Sunday, 6 April 2014

Dining in the Dark – Mediocrity amplified

50, Changkat Bukit Bintang, Bukit Bintang, 50200, Kuala Lumpur, Malaysia

We went to Dining in the Dark recently for a very belated Valentine’s Day dinner and I must say it was a pretty disappointing experience.

As I understand it, the idea is to deprive you of visual input so your tastebuds are not influenced by what you see. Your sense of taste is sharpened and you experience your food more intensely. If we follow that logic, then this will only be a good experience if the food is great in the first place, right?

Sadly, much as their website boasts about ‘surprise menus’ that take diners on a ‘marvelous gastronomic journey’ the food is no more than mediocre.

And, I'm guessing, they're not too big on food presentation either.
What they did deliver on – in spades – was the ‘total darkness’ bit. We couldn’t see anything other than the red dots of light on the security cameras – presumably installed to capture footage of clumsy diners for a ‘funniest videos’ show… or to catch kleptomaniac guests emboldened by the cover of darkness.

We weren't allowed to bring phones or anything else that glows into the dining area. This 'picture' of the security camera is an artist's impression.
And in the pitch-black, not able to see my food, tasting something not-so-great makes my mind conjure up some pretty disturbing stuff. For example, the pasta was cold and the room-temperature, watery sauce made me think I was eating someone else’s leftovers. One of the soups tasted like it came out of a can. One of the dessert items tasted like it was cheap chocolate ice-cream that came out of a cardboard box sold off a pushcart. As the darkness enhanced our sense of taste, the mediocre food only tasted even more intensely mediocre.

That’s not all – our sense of hearing got enhanced too, with equally undesirable results. The couple sitting two tables away sounded like they were having their intimate conversation with us instead of each other.

As if this wasn’t bad enough, eating was hugely uncomfortable too. We had to grope about in the dark to find our plates. Then we are encouraged to use our fingers to push the food onto our spoons to avoid scooping up thin air. If this is a ‘fine dining’ experience like they touted on their website, they could have served bite-sized servings of food on individual spoons. Then we would get the right proportions of everything in every bite. But no – they made us use our hands, clumsily shoveling haphazard spoonfuls into our mouths like we were starving refugees.

Finally, perhaps what irritated me most of all about this whole crappy experience was the preachy talk at the end of the meal reminding us how clumsy we were when we couldn’t see what we were doing. Well DUH!

You may think I’m sounding whiney but you have to consider that they did promise an incredible dining experience filled with fresh sensory delights.
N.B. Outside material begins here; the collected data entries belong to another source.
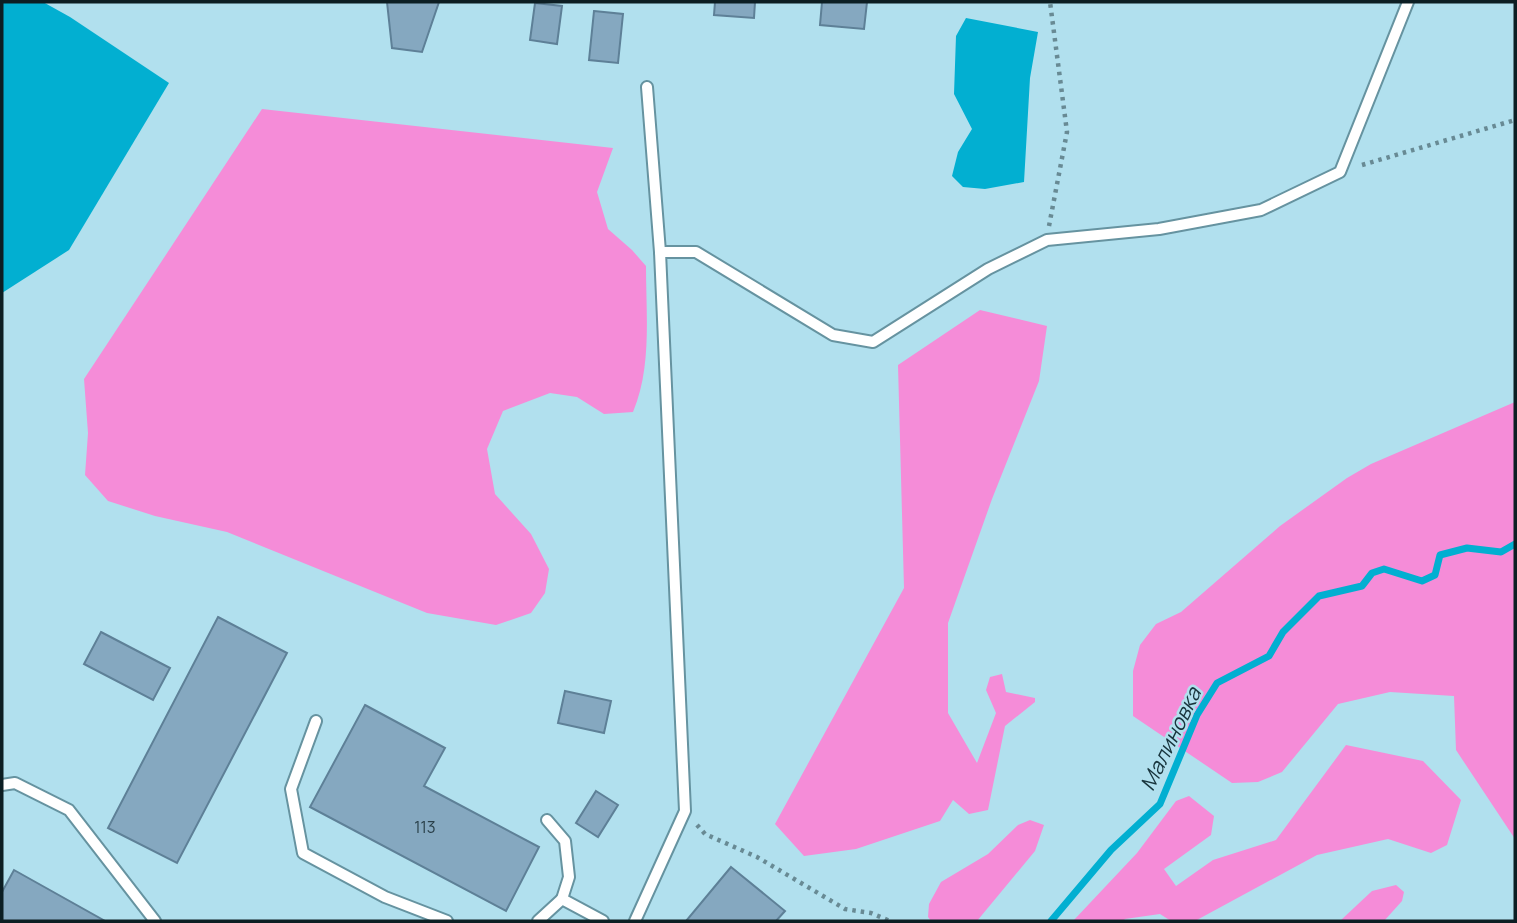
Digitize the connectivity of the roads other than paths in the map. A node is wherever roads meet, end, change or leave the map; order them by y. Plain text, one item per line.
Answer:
1 (1408, 2) edge
2 (647, 87) dead end
3 (660, 252) junction
4 (316, 721) dead end
5 (2, 785) edge
6 (547, 820) dead end
7 (562, 899) junction
8 (155, 921) edge
9 (447, 921) edge
10 (538, 921) edge
11 (603, 921) edge
12 (635, 921) edge

1 - 3 lane
2 - 3 lane
3 - 12 lane
4 - 9 lane
5 - 8 lane
6 - 7 lane
7 - 10 lane
7 - 11 lane

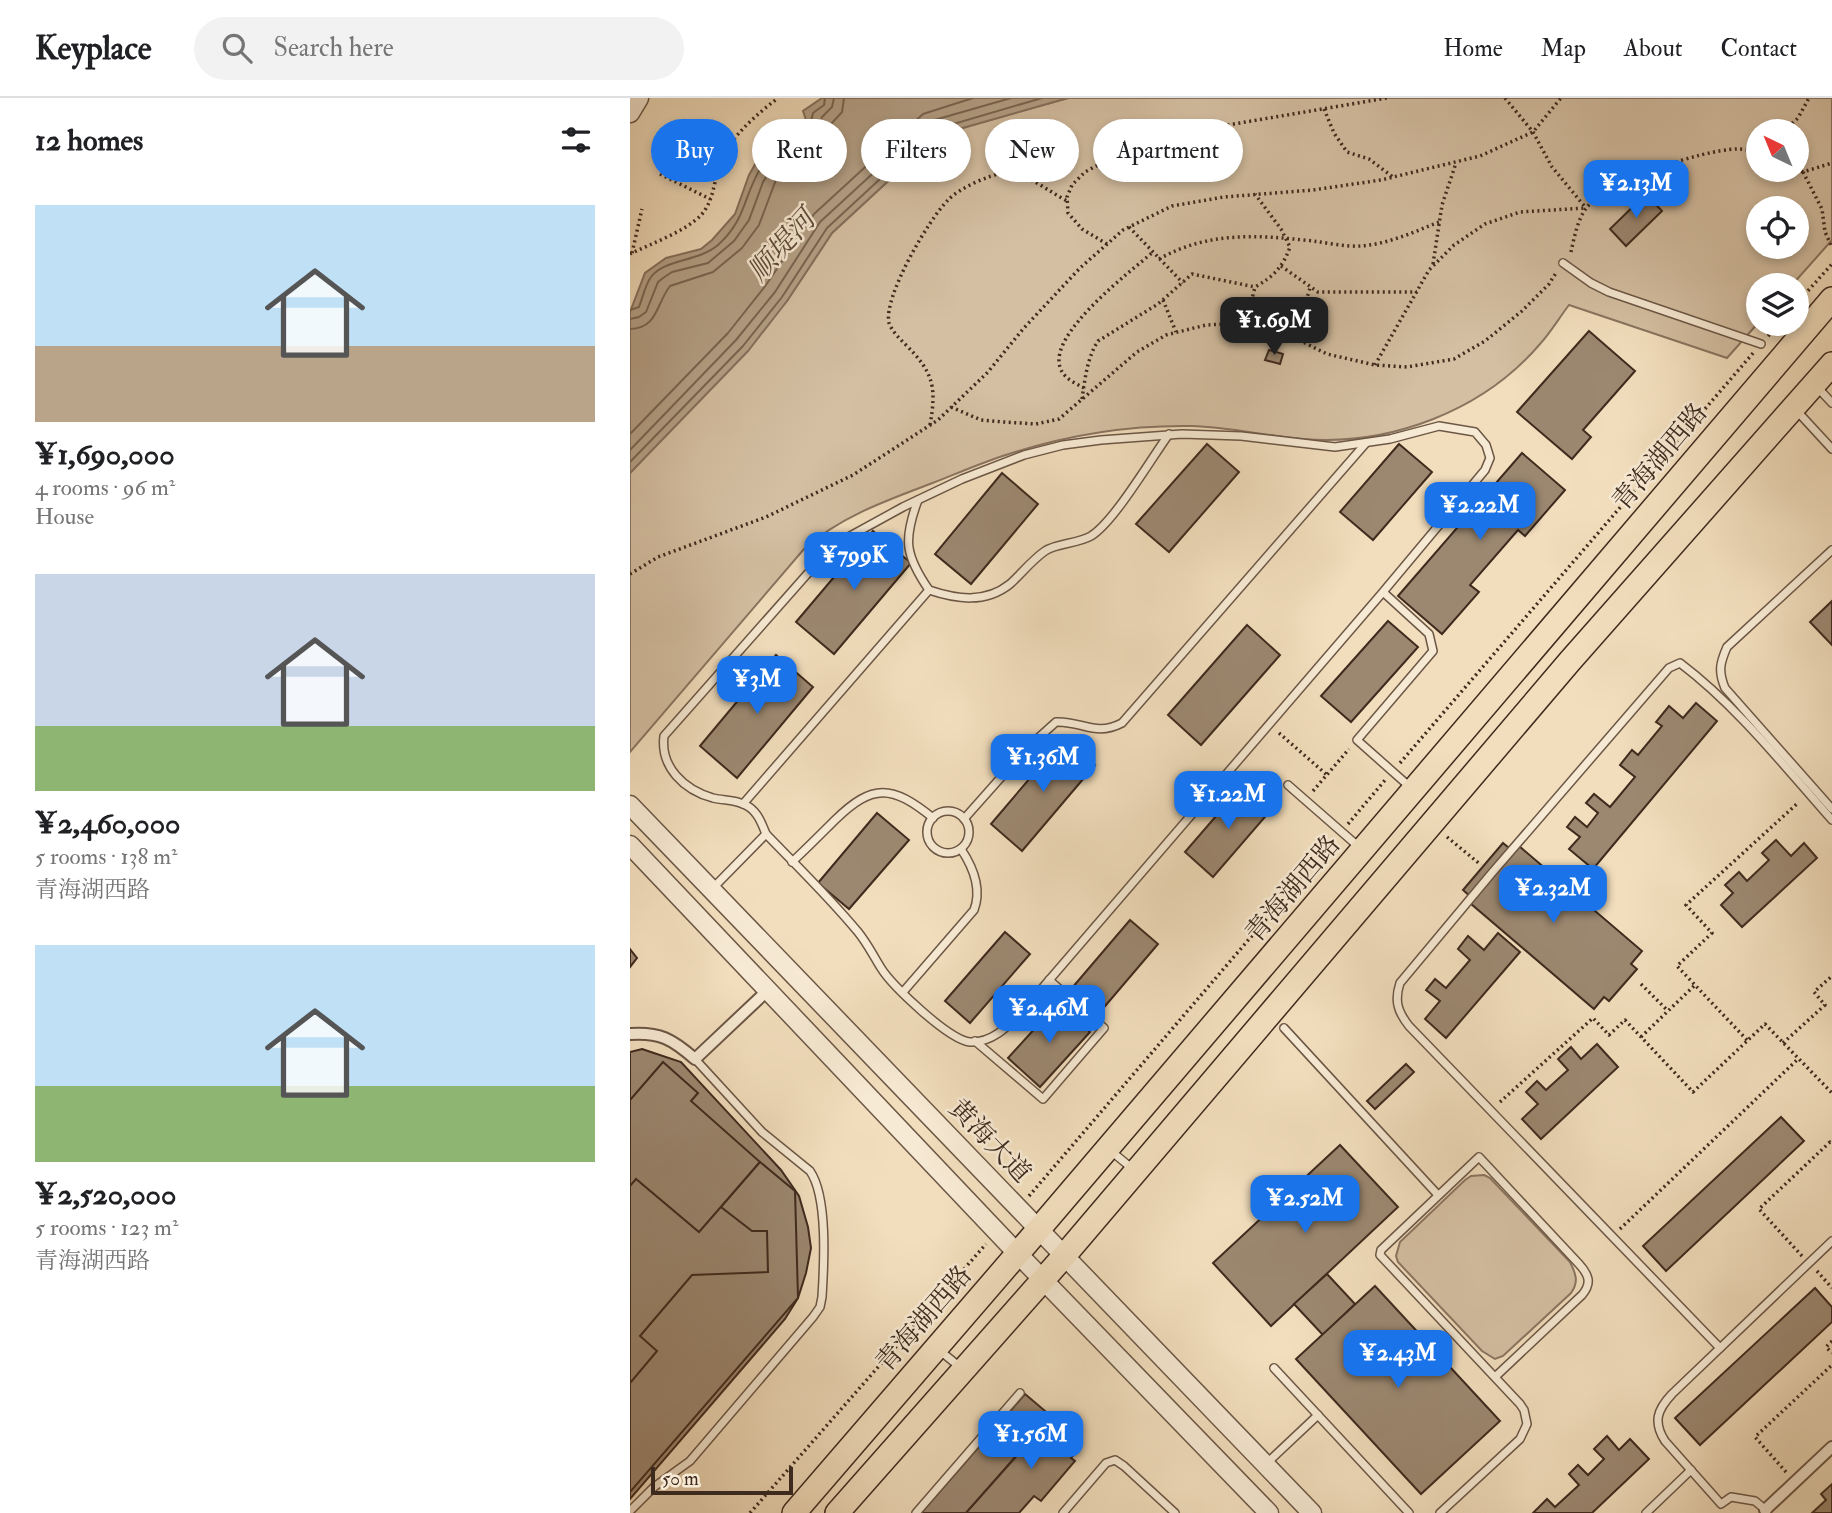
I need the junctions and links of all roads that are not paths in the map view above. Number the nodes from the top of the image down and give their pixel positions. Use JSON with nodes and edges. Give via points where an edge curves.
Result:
{"nodes":[{"id":1,"x":639,"y":98,"type":"edge"},
{"id":2,"x":630,"y":113,"type":"edge"},
{"id":3,"x":1563,"y":263,"type":"road end"},
{"id":4,"x":1832,"y":299,"type":"edge"},
{"id":5,"x":1761,"y":344,"type":"road end"},
{"id":6,"x":1832,"y":364,"type":"edge"},
{"id":7,"x":1815,"y":385,"type":"junction"},
{"id":8,"x":1832,"y":404,"type":"edge"},
{"id":9,"x":1794,"y":408,"type":"junction"},
{"id":10,"x":1169,"y":434,"type":"junction"},
{"id":11,"x":1367,"y":443,"type":"junction"},
{"id":12,"x":1832,"y":449,"type":"edge"},
{"id":13,"x":918,"y":500,"type":"junction"},
{"id":14,"x":1832,"y":550,"type":"edge"},
{"id":15,"x":929,"y":590,"type":"junction"},
{"id":16,"x":1383,"y":592,"type":"junction"},
{"id":17,"x":1288,"y":785,"type":"dead end"},
{"id":18,"x":1413,"y":790,"type":"junction"},
{"id":19,"x":743,"y":804,"type":"junction"},
{"id":20,"x":630,"y":805,"type":"edge"},
{"id":21,"x":1832,"y":809,"type":"edge"},
{"id":22,"x":933,"y":818,"type":"junction"},
{"id":23,"x":964,"y":819,"type":"junction"},
{"id":24,"x":1832,"y":820,"type":"edge"},
{"id":25,"x":766,"y":834,"type":"junction"},
{"id":26,"x":630,"y":845,"type":"edge"},
{"id":27,"x":961,"y":849,"type":"junction"},
{"id":28,"x":1362,"y":850,"type":"junction"},
{"id":29,"x":792,"y":862,"type":"junction"},
{"id":30,"x":711,"y":890,"type":"junction"},
{"id":31,"x":1049,"y":980,"type":"junction"},
{"id":32,"x":768,"y":990,"type":"junction"},
{"id":33,"x":903,"y":992,"type":"junction"},
{"id":34,"x":1284,"y":1028,"type":"dead end"},
{"id":35,"x":630,"y":1034,"type":"edge"},
{"id":36,"x":975,"y":1041,"type":"junction"},
{"id":37,"x":695,"y":1059,"type":"junction"},
{"id":38,"x":1108,"y":1149,"type":"junction"},
{"id":39,"x":1136,"y":1172,"type":"junction"},
{"id":40,"x":1438,"y":1195,"type":"junction"},
{"id":41,"x":1038,"y":1230,"type":"junction"},
{"id":42,"x":1832,"y":1241,"type":"edge"},
{"id":43,"x":1018,"y":1254,"type":"junction"},
{"id":44,"x":1064,"y":1256,"type":"junction"},
{"id":45,"x":1043,"y":1279,"type":"junction"},
{"id":46,"x":937,"y":1348,"type":"junction"},
{"id":47,"x":1720,"y":1348,"type":"junction"},
{"id":48,"x":1274,"y":1368,"type":"dead end"},
{"id":49,"x":963,"y":1370,"type":"junction"},
{"id":50,"x":1495,"y":1377,"type":"junction"},
{"id":51,"x":1020,"y":1394,"type":"dead end"},
{"id":52,"x":1318,"y":1415,"type":"junction"},
{"id":53,"x":1832,"y":1447,"type":"edge"},
{"id":54,"x":1265,"y":1465,"type":"junction"},
{"id":55,"x":1691,"y":1470,"type":"junction"},
{"id":56,"x":630,"y":1511,"type":"edge"},
{"id":57,"x":1767,"y":1511,"type":"edge"},
{"id":58,"x":794,"y":1513,"type":"edge"},
{"id":59,"x":837,"y":1513,"type":"edge"},
{"id":60,"x":916,"y":1513,"type":"edge"},
{"id":61,"x":1063,"y":1513,"type":"edge"},
{"id":62,"x":1174,"y":1513,"type":"edge"},
{"id":63,"x":1269,"y":1513,"type":"edge"},
{"id":64,"x":1312,"y":1513,"type":"edge"},
{"id":65,"x":1409,"y":1513,"type":"edge"},
{"id":66,"x":1440,"y":1513,"type":"edge"},
{"id":67,"x":1646,"y":1513,"type":"edge"}],
"edges":[{"from":1,"to":2,"type":"street"},
{"from":3,"to":5,"type":"lane","via":[[1609,292]]},
{"from":4,"to":18,"type":"main road","name":"青海湖西路"},
{"from":6,"to":7,"type":"main road"},
{"from":7,"to":8,"type":"lane"},
{"from":7,"to":9,"type":"main road"},
{"from":9,"to":12,"type":"lane"},
{"from":9,"to":39,"type":"main road","via":[[1570,661]]},
{"from":10,"to":11,"type":"lane","via":[[1241,436],[1335,447]]},
{"from":10,"to":13,"type":"lane","via":[[1037,452]]},
{"from":10,"to":15,"type":"lane","via":[[1105,524],[1090,536],[1051,547],[1007,586],[986,596],[963,600]]},
{"from":11,"to":16,"type":"lane","via":[[1439,426],[1459,428],[1475,432],[1486,444],[1490,458],[1485,470]]},
{"from":11,"to":23,"type":"lane","via":[[1122,723],[1093,730],[1056,722]]},
{"from":13,"to":15,"type":"lane","via":[[907,537],[908,552]]},
{"from":13,"to":19,"type":"lane","via":[[832,546],[664,736],[664,757],[676,776],[695,791]]},
{"from":14,"to":21,"type":"lane","via":[[1727,647],[1719,666],[1725,688]]},
{"from":15,"to":19,"type":"lane"},
{"from":16,"to":18,"type":"lane","via":[[1429,634],[1433,652],[1357,740]]},
{"from":16,"to":31,"type":"lane"},
{"from":17,"to":28,"type":"lane"},
{"from":18,"to":28,"type":"main road","name":"青海湖西路"},
{"from":19,"to":25,"type":"lane","via":[[758,815]]},
{"from":20,"to":30,"type":"street","name":"黄海大道"},
{"from":22,"to":23,"type":"lane","via":[[952,812]]},
{"from":22,"to":27,"type":"lane","via":[[928,831],[931,844],[941,852]]},
{"from":22,"to":29,"type":"lane","via":[[895,794],[877,792],[861,797]]},
{"from":23,"to":27,"type":"lane","via":[[968,838]]},
{"from":24,"to":47,"type":"lane","via":[[1741,719],[1680,663],[1669,668],[1491,874],[1400,983],[1397,993],[1396,1006],[1409,1026]]},
{"from":25,"to":29,"type":"lane"},
{"from":25,"to":30,"type":"lane"},
{"from":26,"to":32,"type":"street"},
{"from":27,"to":33,"type":"lane","via":[[977,886],[974,910]]},
{"from":28,"to":38,"type":"main road","name":"青海湖西路"},
{"from":29,"to":33,"type":"lane","via":[[857,931]]},
{"from":30,"to":41,"type":"street","name":"黄海大道"},
{"from":31,"to":36,"type":"lane","via":[[1006,1028]]},
{"from":31,"to":36,"type":"lane","via":[[1104,1028],[1043,1099]]},
{"from":32,"to":37,"type":"street"},
{"from":32,"to":43,"type":"street"},
{"from":33,"to":36,"type":"lane","via":[[943,1030]]},
{"from":34,"to":40,"type":"lane"},
{"from":35,"to":37,"type":"street","via":[[662,1035]]},
{"from":37,"to":56,"type":"lane","via":[[762,1132],[816,1178],[822,1200],[822,1297],[813,1317],[690,1461]]},
{"from":38,"to":39,"type":"lane"},
{"from":38,"to":41,"type":"main road","name":"青海湖西路"},
{"from":39,"to":44,"type":"main road"},
{"from":40,"to":50,"type":"lane","via":[[1380,1255]]},
{"from":40,"to":50,"type":"lane","via":[[1479,1157],[1589,1279],[1582,1295]]},
{"from":41,"to":43,"type":"main road","name":"青海湖西路"},
{"from":41,"to":44,"type":"street","name":"黄海大道"},
{"from":42,"to":47,"type":"lane"},
{"from":43,"to":45,"type":"street"},
{"from":43,"to":46,"type":"main road","name":"青海湖西路"},
{"from":44,"to":45,"type":"main road"},
{"from":44,"to":54,"type":"street","name":"黄海大道"},
{"from":45,"to":49,"type":"main road"},
{"from":45,"to":63,"type":"street"},
{"from":46,"to":49,"type":"lane"},
{"from":46,"to":58,"type":"main road","name":"青海湖西路"},
{"from":47,"to":55,"type":"lane","via":[[1671,1394],[1656,1419],[1665,1441]]},
{"from":48,"to":52,"type":"lane"},
{"from":49,"to":59,"type":"main road"},
{"from":50,"to":66,"type":"lane","via":[[1524,1410],[1524,1433]]},
{"from":51,"to":60,"type":"lane"},
{"from":52,"to":54,"type":"lane"},
{"from":52,"to":65,"type":"lane"},
{"from":53,"to":57,"type":"street"},
{"from":54,"to":64,"type":"street","name":"黄海大道"},
{"from":55,"to":57,"type":"lane","via":[[1721,1504],[1731,1497],[1755,1501]]},
{"from":55,"to":67,"type":"lane"},
{"from":61,"to":62,"type":"lane","via":[[1106,1463],[1115,1460]]}]}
I was expecting to eat well. But instead, they focused so much on the darkness part of the experience that the food tasted like an afterthought tacked on at the last second.

It’s a shame, really – an interesting concept that was poorly executed. But, much as I dislike it, I guess there will still be people who are interested to go dine in the dark for the experience, so I won’t go into any more detail about the food to avoid spoiling the mystery. Just remember to lower your expectations of the food and you may have a better experience than I did.

Bite-sized review
Eat in pitch darkness. Interesting concept but executed poorly – focused too much on the darkness gimmick and not enough on the food. The result is mediocre food that tastes more intensely mediocre in the darkness.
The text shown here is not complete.